If you change the initialization of cMyConstDouble2 to this here:

const double cMyConstDouble2 = 2.5*3.14;

Then your program should behave correct. The reason for this is that variables that

  • Have POD type
  • Are initialized with constant expressions (1)

are initialized at static initialization time. These initializations include

  • Zero initialization of all objects having static storage duration
  • Initializations of PODs initialized with constant expressions

Of your shown variables, only cMyConstDouble satisfies both conditions of being fully initialized at static initialization time. However, cMyConstDouble2 does not, since its initializer does not satisfy the requirements of a constant expression. In particular, it includes a variable that doesn't have integral type (here, it has floating point type). However, floating point literals *are* allowed in arithmetic constant expressions. That is why 2.5*3.14 is an arithmetic constant expression. And that is why changing the initializer to that will require it to be statically initialized.

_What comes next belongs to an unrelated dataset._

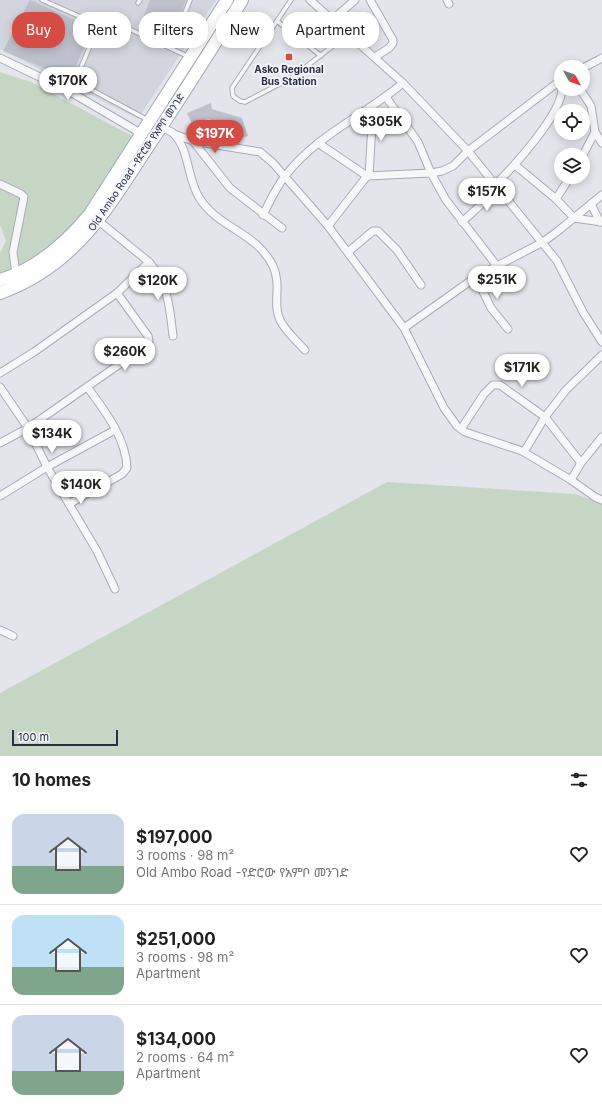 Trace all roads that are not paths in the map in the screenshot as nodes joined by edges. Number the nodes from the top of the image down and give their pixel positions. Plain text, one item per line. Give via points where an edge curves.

What will happen with cMyConstDouble2 if you stay with the non-constant expression? The answer is, you don't know. The Standard allows that variable to be statically initialized, but does not require it to do so. In your case, it was dynamically initialized - thus its value just after static initialization time was still zero. To get a feeling for how complicated that is, here is an example:

inline double fd() { return 1.0; }
extern double d1;
double d2 = d1; // unspecified:
                // may be statically initialized to 0.0 or
                // dynamically initialized to 1.0
double d1 = fd(); // may be initialized statically to 1.0

If the dynamic initialization doesn't change any other static storage variable (satisfied in your code) and when the static initialization would produce the same value as would be produced by dynamic initialization when all objects not required to be statically initialized would be initialized dynamically (also satisfied in your code) - then the variable is allowed to be initialized statically. These two conditions are also satisfied in the above code for both variables d2 and d1:

Analysis of d2

  • = d1 does not change any other static storage variable
  • When both d2 and d1 are initialized dynamically, then d2 would be initialized to 0.0, because d2 is defined before d1, and dynamic initialization of d2 would grab the value of d1 as of the state just after static initialization (where only zero initialization of d1 took place).

Analysis of d1

  • = fd() does not change any other static storage variable
  • When both d2 and d1 are initialized dynamically, then = fd() will initialize d1 to 1.0.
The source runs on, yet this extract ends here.